Про театр

Александр Мещеряков. Фото И. Соловья
Александр Мещеряков. Фото И. Соловья

Между прочим, режиссером в нашем студенческом театре был Саша Литкенс. Он сам еще не успел закончить ГИТИС, но богемная жизнь придавала ему налет человека бывалого. Он обладал веским голосом с прокуренной хрипотцой, водил знакомства со знаменитостями, побыл в браке, жил с актерками, красиво откидывал назад свой чуб, во взгляде его оленьих глаз ощущалась легкая разочарованность несовершенством мира… Саша обладал цепкой актерской памятью, стихи и цитаты щедро сыпались из него. Самое главное, он умел то, чего не умели мы. На читке пьесы мы с выражением озвучивали реплики, но совершенно не представляли себе, где расположиться актерам, куда им двигаться. Саша же разводил нас по сцене, и по его волшебству она заселялась живыми людьми.
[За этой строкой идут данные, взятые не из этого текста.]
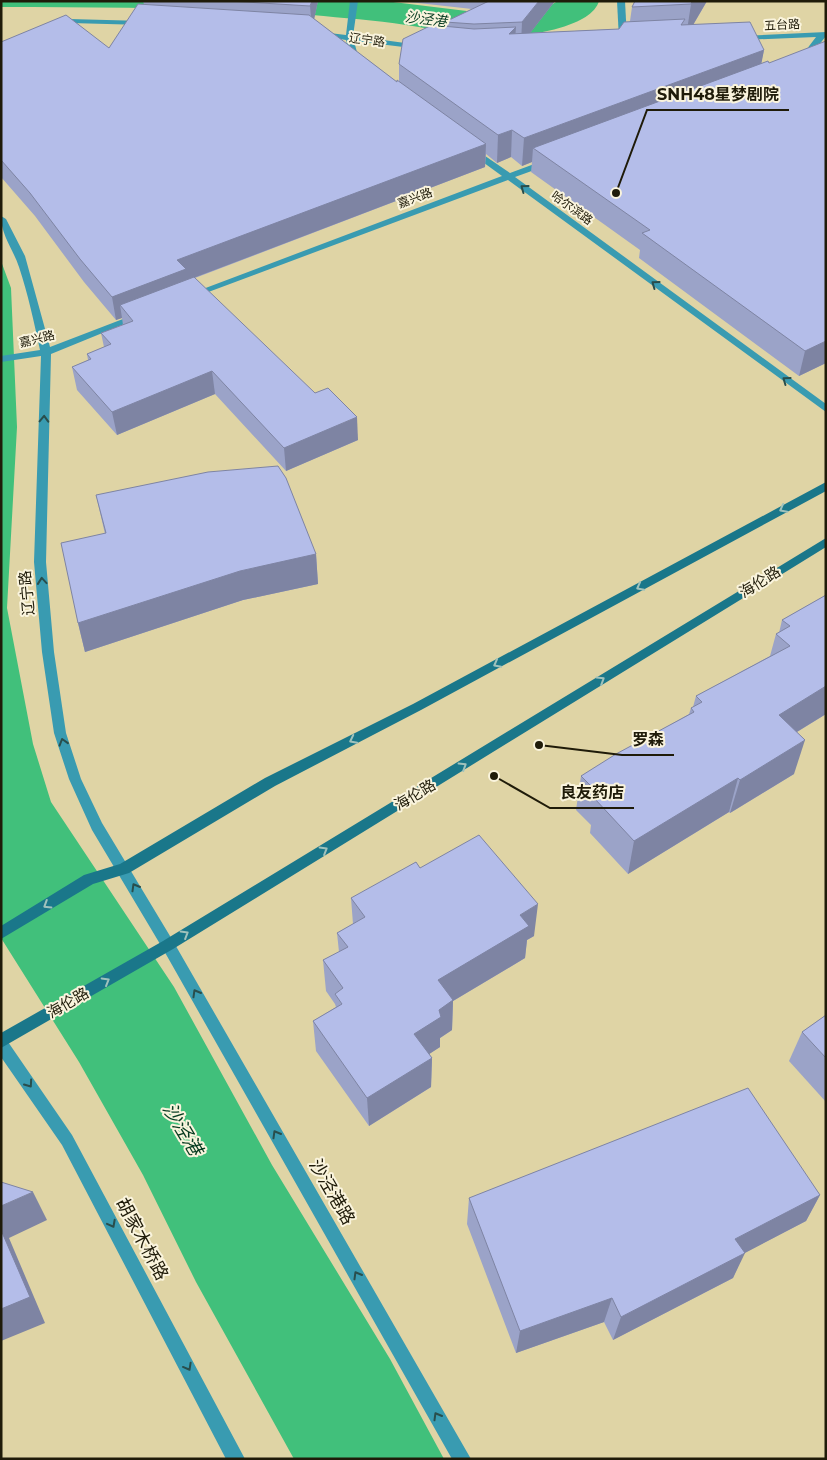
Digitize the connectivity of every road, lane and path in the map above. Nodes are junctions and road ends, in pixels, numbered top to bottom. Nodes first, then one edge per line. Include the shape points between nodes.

Саше приходилось иметь дело с институтским парткомом, который следил за нашим репертуаром. Люди там подобрались соответствующие эпохе. Один из парткомовцев отчитывал институтский электрогитарный ансамбль: «Всё вас тянет на английские песни! И не можете вы понять, что в мире сейчас самый модный инструмент — балалайка!» Саша же умел разговаривать и с такими людьми, крамолы в наших спектаклях не было, но не было и официоза. Тем не менее «Дракона» Шварца поставить нам всё равно запретили.

Вместо «Дракона» мы сыграли спектакль под названием «Никто не хотел умирать» — литовские послевоенные события. Мне досталось играть одного из братьев Локисов. Играл в пропахшем костровом дымом ватнике, в котором ходил в походы.

Играли мы плохонько, но задорно, срывали аплодисменты благожелательной публики, выигрывали университетские конкурсы и получали грамоты. Премьера была одновременно и последним спектаклем.

Театральный опыт оказался очень полезен: я понял, что ни при каких условиях не хотел бы и не мог стать актером. Перед спектаклем я отчаянно боялся забыть слова, а после его окончания испытывал огромное облегчение — наконец-то!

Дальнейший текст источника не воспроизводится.